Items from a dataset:
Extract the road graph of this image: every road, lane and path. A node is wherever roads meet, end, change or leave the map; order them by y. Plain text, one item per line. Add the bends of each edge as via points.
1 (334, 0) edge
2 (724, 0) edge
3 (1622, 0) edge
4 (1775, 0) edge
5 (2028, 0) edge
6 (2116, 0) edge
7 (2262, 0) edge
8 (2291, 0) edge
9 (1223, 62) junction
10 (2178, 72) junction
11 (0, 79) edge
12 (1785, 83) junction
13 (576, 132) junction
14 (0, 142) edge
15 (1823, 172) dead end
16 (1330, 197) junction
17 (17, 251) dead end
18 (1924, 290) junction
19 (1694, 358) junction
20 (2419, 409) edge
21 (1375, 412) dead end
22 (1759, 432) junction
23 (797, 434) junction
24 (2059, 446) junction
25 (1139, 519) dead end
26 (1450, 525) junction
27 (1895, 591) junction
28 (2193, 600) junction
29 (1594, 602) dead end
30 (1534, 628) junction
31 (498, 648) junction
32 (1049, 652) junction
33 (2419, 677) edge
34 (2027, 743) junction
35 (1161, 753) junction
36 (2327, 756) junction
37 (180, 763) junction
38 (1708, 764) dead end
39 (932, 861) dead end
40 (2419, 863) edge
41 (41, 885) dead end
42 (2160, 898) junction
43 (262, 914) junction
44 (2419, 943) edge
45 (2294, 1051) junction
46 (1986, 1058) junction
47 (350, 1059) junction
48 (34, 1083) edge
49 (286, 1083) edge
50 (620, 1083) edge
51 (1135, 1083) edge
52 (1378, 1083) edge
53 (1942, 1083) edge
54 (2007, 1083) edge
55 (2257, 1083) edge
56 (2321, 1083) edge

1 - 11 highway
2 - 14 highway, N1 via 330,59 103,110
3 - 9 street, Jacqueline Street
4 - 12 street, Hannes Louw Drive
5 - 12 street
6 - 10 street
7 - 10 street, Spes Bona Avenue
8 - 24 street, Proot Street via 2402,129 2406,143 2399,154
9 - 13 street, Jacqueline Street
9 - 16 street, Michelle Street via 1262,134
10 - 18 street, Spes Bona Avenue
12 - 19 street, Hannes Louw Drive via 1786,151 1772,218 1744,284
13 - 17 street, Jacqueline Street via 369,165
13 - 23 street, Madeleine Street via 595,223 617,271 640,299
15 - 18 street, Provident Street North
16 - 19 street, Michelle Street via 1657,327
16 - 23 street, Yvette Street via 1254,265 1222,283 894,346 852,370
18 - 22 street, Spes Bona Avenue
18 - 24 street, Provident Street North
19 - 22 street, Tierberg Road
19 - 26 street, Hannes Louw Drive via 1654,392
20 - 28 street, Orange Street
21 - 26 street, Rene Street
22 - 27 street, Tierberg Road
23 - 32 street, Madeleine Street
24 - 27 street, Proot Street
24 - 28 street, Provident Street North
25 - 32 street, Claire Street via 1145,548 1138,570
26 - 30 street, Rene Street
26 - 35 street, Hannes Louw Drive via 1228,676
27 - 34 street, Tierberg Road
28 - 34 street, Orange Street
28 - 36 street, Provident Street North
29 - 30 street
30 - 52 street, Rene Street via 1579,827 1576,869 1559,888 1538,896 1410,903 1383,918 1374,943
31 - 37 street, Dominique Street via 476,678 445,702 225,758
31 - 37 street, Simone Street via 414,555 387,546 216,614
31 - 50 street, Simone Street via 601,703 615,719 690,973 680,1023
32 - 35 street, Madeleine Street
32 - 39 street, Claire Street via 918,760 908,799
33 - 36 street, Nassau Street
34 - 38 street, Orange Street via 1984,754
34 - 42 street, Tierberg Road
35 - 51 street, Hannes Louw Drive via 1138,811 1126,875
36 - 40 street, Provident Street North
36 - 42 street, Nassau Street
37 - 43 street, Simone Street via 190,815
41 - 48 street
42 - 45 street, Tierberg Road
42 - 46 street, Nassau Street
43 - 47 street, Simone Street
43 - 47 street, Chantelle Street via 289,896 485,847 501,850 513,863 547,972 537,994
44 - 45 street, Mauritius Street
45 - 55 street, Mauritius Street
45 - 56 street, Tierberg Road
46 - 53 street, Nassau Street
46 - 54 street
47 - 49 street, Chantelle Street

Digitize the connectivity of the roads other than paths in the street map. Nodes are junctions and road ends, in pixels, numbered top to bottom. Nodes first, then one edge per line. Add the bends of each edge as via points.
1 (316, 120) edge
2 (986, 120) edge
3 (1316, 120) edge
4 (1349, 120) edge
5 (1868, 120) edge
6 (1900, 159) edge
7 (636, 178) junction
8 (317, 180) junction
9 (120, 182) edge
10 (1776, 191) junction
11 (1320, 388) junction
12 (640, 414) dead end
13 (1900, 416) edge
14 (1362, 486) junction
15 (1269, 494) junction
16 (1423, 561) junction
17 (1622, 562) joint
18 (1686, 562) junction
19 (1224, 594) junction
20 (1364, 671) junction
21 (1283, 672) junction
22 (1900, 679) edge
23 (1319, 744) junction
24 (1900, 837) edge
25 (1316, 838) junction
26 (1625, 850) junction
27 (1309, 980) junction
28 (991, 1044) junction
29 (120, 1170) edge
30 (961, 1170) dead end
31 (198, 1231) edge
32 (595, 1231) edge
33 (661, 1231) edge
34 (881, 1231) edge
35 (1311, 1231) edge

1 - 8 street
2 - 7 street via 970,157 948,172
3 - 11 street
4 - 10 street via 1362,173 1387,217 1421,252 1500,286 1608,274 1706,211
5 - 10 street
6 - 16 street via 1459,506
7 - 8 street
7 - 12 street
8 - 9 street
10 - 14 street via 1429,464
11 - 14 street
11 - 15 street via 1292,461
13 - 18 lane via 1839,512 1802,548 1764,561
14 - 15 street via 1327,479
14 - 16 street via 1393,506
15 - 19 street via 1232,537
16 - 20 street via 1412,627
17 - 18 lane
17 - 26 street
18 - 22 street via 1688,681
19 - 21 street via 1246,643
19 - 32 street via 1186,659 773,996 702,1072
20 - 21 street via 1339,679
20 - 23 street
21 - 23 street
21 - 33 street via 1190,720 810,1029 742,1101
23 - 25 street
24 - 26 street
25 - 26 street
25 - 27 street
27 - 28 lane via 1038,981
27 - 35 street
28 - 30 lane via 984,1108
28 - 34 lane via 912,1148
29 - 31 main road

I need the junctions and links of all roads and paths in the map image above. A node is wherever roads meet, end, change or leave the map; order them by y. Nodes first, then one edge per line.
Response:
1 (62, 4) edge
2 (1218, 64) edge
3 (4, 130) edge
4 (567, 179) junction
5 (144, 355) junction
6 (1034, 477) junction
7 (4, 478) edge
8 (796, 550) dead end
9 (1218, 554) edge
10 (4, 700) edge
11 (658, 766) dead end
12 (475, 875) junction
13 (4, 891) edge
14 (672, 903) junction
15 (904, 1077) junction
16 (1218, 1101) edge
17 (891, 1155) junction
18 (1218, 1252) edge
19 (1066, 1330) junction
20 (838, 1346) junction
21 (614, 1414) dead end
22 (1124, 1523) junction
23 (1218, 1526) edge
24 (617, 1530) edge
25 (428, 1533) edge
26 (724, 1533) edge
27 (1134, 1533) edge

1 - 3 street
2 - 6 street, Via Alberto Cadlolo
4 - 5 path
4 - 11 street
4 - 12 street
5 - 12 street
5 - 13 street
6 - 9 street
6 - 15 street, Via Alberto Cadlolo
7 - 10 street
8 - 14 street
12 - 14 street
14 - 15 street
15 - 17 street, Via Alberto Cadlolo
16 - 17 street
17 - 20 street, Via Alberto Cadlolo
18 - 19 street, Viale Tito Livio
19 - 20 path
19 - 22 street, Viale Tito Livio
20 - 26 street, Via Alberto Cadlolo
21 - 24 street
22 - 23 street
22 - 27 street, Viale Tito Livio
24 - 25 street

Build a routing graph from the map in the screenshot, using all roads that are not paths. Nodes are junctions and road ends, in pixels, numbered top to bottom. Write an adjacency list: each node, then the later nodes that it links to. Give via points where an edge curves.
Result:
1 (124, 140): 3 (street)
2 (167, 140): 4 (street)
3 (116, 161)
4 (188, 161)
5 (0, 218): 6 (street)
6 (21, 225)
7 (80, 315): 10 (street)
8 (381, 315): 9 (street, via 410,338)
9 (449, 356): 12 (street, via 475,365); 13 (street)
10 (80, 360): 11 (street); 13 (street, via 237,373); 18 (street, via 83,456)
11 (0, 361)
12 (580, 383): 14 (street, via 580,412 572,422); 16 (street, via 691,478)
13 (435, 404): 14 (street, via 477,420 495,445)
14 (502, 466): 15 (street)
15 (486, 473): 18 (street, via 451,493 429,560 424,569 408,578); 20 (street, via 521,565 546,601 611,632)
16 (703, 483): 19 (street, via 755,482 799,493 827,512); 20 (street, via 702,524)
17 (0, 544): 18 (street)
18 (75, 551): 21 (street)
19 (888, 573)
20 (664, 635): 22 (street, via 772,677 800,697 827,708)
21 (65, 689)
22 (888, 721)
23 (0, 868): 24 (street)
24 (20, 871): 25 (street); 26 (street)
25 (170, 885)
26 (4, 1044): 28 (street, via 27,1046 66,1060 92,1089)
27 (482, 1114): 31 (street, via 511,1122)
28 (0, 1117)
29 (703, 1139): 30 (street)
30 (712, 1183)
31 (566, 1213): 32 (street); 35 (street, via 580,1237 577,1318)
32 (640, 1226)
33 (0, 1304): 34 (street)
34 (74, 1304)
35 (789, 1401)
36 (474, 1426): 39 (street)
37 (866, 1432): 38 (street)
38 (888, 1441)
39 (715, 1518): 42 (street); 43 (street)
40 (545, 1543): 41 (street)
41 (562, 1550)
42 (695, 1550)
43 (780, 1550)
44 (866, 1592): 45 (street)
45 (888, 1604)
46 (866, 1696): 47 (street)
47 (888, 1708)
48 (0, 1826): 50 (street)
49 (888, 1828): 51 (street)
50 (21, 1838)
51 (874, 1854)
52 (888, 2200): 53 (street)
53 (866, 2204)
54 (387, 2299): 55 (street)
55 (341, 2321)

### WHAT IS REQUIRED
Report each line of the data that includes the string "points".

### ANSWER BOX
Extract the road graph of this image: every road, lane and path. A node is wherever roads meet, end, change or leave the map; order them by y. Plain text, one item per line. Add the bends of each edge as via points.
Digitize the connectivity of the roads other than paths in the street map. Nodes are junctions and road ends, in pixels, numbered top to bottom. Nodes first, then one edge per line. Add the bends of each edge as via points.
Build a routing graph from the map in the screenshot, using all roads that are not paths. Nodes are junctions and road ends, in pixels, numbered top to bottom. Write an adjacency list: each node, then the later nodes that it links to. Give via points where an edge curves.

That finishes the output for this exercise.